• [WORK REQUIRED]:
Filter the entries for the string "main". Copy each line that has it.

════════════════════

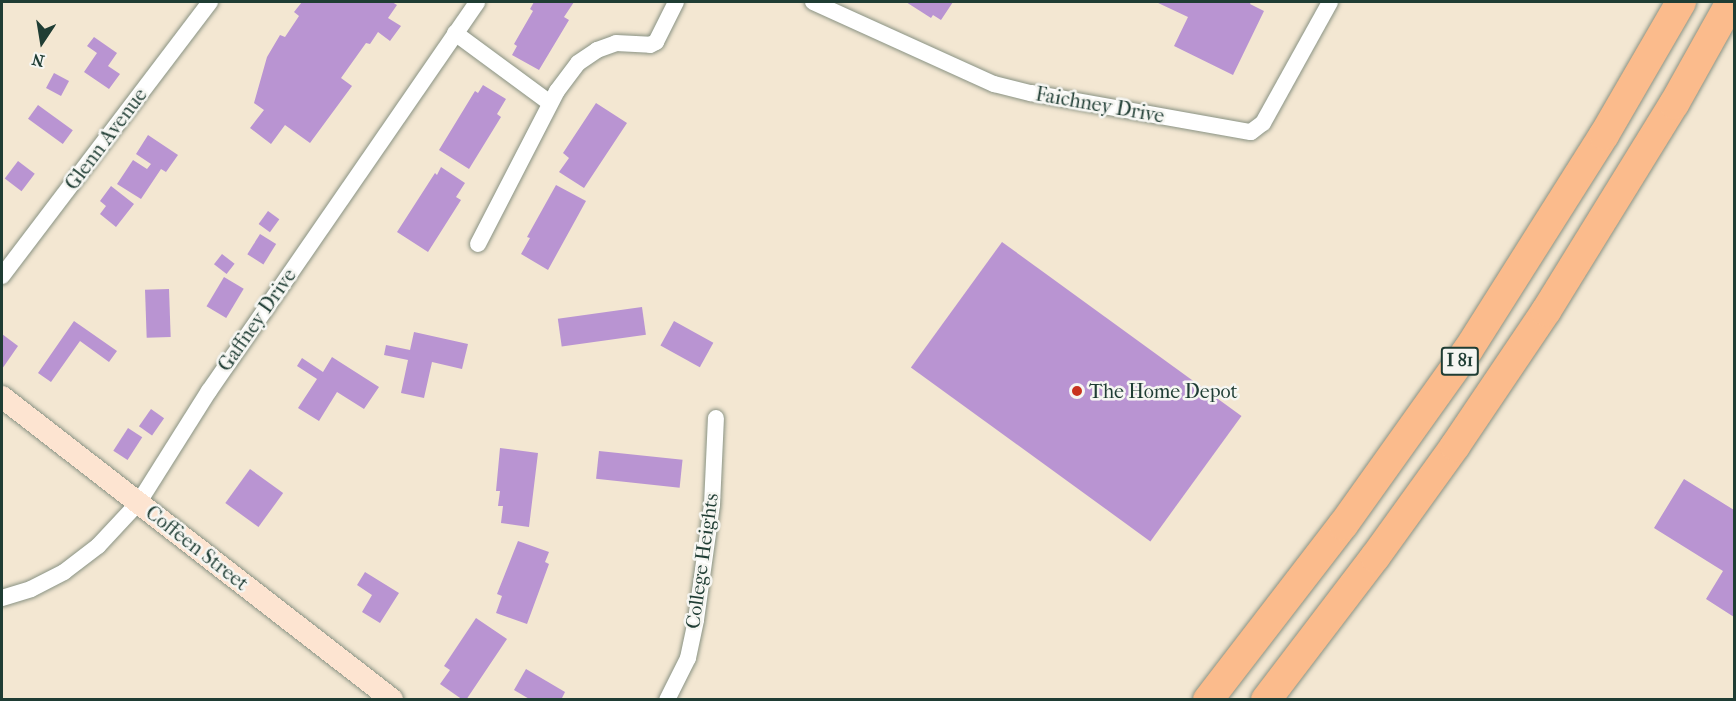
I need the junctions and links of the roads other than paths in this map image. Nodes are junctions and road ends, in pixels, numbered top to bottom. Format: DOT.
graph roads {
  1 [pos="210,2"];
  2 [pos="477,2"];
  3 [pos="676,2"];
  4 [pos="813,2"];
  5 [pos="1330,2"];
  6 [pos="1681,2"];
  7 [pos="1731,2"];
  8 [pos="455,33"];
  9 [pos="550,103"];
  10 [pos="478,244"];
  11 [pos="2,276"];
  12 [pos="1468,350"];
  13 [pos="2,397"];
  14 [pos="716,418"];
  15 [pos="1455,446"];
  16 [pos="139,502"];
  17 [pos="2,598"];
  18 [pos="392,699"];
  19 [pos="667,699"];
  20 [pos="1196,699"];
  21 [pos="1208,699"];
  22 [pos="1266,699"];
  23 [pos="1278,699"];
  1 -- 11 [label="street, Glenn Avenue"];
  2 -- 8 [label="street, Gaffney Drive"];
  3 -- 9 [label="street"];
  4 -- 5 [label="street, Faichney Drive"];
  6 -- 12 [label="highway, I 81"];
  7 -- 15 [label="highway, I 81"];
  8 -- 9 [label="street"];
  8 -- 16 [label="street, Gaffney Drive"];
  9 -- 10 [label="street"];
  12 -- 20 [label="highway"];
  12 -- 21 [label="highway, I 81"];
  13 -- 16 [label="main road, Coffeen Street"];
  14 -- 19 [label="street, College Heights"];
  15 -- 22 [label="highway, I 81"];
  15 -- 23 [label="highway"];
  16 -- 17 [label="street, Gaffney Drive"];
  16 -- 18 [label="main road, Coffeen Street"];
}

════════════════════

• [WORKED SOLUTION]:
  13 -- 16 [label="main road, Coffeen Street"];
  16 -- 18 [label="main road, Coffeen Street"];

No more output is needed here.